A hormonal condition affecting 1 in 8 women worldwide has been renamed to improve care. Formerly known as polycystic ovary syndrome (PCOS), it is now called polyendocrine metabolic ovarian syndrome (PMOS).
Why the Name Change?
Researchers and supporters say the old name was inaccurate, reducing a complex hormonal disorder to a misunderstanding about cysts and focusing solely on ovaries. This contributed to missed diagnoses and inadequate treatment, according to the Endocrine Society. Dr. Melanie Cree, a pediatric endocrinology expert at the University of Colorado Anschutz and co-author of a Lancet article, explained: 'The thought behind that is that one, there’s no cysts in the ovary, so it’s very confusing.

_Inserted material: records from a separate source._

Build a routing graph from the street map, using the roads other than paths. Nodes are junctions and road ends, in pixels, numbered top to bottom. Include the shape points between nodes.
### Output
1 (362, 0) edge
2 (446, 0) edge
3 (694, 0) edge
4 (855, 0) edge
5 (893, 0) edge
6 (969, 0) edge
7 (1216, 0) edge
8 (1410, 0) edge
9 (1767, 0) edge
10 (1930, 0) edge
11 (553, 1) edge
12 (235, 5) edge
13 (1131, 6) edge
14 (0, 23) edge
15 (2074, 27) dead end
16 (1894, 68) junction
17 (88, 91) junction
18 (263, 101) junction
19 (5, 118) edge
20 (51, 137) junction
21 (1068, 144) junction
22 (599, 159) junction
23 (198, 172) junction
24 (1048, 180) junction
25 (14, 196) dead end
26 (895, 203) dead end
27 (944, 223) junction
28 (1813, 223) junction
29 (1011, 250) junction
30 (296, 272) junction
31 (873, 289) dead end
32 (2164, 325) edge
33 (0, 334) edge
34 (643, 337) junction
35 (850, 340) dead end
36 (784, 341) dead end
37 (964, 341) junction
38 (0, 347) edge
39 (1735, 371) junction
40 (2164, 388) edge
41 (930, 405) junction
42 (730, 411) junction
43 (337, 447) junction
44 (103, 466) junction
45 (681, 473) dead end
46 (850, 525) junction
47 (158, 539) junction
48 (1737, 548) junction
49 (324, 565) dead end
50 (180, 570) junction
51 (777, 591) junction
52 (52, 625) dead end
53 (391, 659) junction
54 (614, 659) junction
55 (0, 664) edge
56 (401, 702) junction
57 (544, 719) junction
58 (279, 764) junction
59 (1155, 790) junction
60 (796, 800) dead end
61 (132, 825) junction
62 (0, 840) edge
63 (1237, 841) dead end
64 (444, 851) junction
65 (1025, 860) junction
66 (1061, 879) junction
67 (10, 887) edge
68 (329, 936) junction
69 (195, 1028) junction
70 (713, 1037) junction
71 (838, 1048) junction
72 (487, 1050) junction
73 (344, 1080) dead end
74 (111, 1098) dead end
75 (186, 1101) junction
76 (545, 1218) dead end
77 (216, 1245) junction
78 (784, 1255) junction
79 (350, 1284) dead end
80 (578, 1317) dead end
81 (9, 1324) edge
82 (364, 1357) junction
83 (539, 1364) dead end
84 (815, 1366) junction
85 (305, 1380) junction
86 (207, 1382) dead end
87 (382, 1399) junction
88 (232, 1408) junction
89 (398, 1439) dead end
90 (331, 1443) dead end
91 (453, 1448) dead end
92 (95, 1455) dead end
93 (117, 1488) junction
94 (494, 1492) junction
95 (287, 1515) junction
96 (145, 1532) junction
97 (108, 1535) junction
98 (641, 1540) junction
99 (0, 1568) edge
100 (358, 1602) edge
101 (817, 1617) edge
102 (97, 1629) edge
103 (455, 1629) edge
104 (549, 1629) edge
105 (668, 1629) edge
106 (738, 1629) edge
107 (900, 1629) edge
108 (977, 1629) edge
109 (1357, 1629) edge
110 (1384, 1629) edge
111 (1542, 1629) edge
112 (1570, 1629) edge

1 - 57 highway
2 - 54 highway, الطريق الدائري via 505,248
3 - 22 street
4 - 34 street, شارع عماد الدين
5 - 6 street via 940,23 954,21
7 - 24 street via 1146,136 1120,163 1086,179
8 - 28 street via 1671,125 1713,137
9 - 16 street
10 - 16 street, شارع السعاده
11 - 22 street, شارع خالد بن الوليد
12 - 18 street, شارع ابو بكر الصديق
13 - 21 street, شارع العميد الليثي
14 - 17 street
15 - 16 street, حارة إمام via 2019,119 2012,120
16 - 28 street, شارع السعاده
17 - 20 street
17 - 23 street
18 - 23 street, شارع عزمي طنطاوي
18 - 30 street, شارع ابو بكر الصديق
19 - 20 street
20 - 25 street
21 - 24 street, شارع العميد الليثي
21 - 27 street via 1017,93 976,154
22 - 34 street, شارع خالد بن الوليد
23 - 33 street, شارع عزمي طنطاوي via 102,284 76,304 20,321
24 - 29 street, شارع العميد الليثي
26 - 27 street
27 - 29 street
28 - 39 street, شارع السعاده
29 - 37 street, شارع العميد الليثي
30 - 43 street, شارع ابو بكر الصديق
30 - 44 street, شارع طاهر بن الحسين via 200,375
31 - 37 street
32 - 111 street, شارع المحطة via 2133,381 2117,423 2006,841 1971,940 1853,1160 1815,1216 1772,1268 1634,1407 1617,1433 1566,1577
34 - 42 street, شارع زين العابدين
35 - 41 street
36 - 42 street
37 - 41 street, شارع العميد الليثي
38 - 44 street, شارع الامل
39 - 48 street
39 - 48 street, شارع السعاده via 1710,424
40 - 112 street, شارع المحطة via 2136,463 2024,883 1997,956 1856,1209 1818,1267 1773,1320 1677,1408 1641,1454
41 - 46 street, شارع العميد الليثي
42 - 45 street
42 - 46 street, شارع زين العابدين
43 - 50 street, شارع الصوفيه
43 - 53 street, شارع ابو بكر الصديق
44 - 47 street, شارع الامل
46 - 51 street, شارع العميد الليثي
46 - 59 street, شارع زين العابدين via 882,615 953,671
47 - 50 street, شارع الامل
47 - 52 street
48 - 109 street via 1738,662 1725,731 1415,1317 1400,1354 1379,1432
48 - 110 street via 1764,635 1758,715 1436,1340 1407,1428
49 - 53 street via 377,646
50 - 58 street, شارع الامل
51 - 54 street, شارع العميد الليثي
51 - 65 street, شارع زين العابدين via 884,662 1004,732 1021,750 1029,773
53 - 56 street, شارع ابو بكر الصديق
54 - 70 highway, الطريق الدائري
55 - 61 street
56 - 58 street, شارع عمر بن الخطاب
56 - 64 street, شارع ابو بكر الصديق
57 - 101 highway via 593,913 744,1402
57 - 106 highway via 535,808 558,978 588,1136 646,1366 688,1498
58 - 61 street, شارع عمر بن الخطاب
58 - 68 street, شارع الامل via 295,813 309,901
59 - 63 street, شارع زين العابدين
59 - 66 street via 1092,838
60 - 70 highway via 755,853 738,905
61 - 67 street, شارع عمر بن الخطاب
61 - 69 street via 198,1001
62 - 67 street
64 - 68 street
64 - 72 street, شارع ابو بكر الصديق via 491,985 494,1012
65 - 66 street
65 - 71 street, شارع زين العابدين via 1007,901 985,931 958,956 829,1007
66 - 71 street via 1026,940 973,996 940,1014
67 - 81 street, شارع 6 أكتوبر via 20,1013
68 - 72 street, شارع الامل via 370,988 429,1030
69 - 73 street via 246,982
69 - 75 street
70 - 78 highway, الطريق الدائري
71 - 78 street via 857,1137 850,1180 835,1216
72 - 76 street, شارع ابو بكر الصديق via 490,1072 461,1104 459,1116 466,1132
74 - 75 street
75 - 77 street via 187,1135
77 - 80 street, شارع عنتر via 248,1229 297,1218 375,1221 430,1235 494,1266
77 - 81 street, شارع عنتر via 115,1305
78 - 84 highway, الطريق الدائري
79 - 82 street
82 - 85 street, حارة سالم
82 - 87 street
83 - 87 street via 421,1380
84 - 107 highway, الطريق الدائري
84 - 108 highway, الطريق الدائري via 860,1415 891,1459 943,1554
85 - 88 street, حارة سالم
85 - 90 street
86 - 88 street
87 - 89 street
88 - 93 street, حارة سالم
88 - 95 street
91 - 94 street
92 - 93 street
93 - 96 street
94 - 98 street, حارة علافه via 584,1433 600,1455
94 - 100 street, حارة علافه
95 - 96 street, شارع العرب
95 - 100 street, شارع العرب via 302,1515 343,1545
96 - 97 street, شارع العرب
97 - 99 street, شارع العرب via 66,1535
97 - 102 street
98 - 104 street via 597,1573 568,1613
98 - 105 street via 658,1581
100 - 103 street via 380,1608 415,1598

The hope was that with a more comprehensive and accurate name change, it would start to enable and push better care.'
The change, published in The Lancet on Tuesday, follows 14 years of collaboration between experts and patients.
What Is PMOS?
The condition is characterized by hormone fluctuations affecting weight, metabolic and mental health, the reproductive system, and skin. It is associated with metabolic syndrome, increasing risks for Type 2 diabetes, heart disease, and stroke, said Dr. Sarah Hutto of the University of Minnesota Medical School. The exact cause is unknown, but genetics and obesity play roles, according to the Cleveland Clinic.
Symptoms
Symptoms vary, making diagnosis challenging. They include irregular menstrual cycles, excess androgen production (causing acne and hair growth or thinning), and follicles on the ovaries (not abnormal cysts). For teens, diagnosis requires both irregular periods and signs of high androgens, such as severe acne or chest hair.
Fertility and Pregnancy
PMOS is the most common cause of female infertility due to infrequent ovulation. It may also increase risks of pregnancy complications like gestational diabetes or preterm birth, though most affected individuals can carry a pregnancy successfully.
Treatment Options
Dr. Cree emphasizes that lifestyle changes—such as eating less processed food, exercising, and getting adequate sleep—are the primary treatment. 'We’re not trying to be judgmental. There is science to back this up. In PMOS, there is too much insulin in many women, which confuses the ovary to make too much testosterone, causing symptoms.' Other treatments include insulin-sensitizing medications like Metformin, androgen-blocking drugs, and hormonal birth control. Management should be individualized based on symptoms and goals, such as fertility treatments for those planning pregnancy.
Impact of the Name Change
Researchers and doctors are spreading awareness through meetings and medical societies. They hope the new name improves understanding and care. 'I’m very excited about the name change, as are the majority of my colleagues,' said Dr. Cree.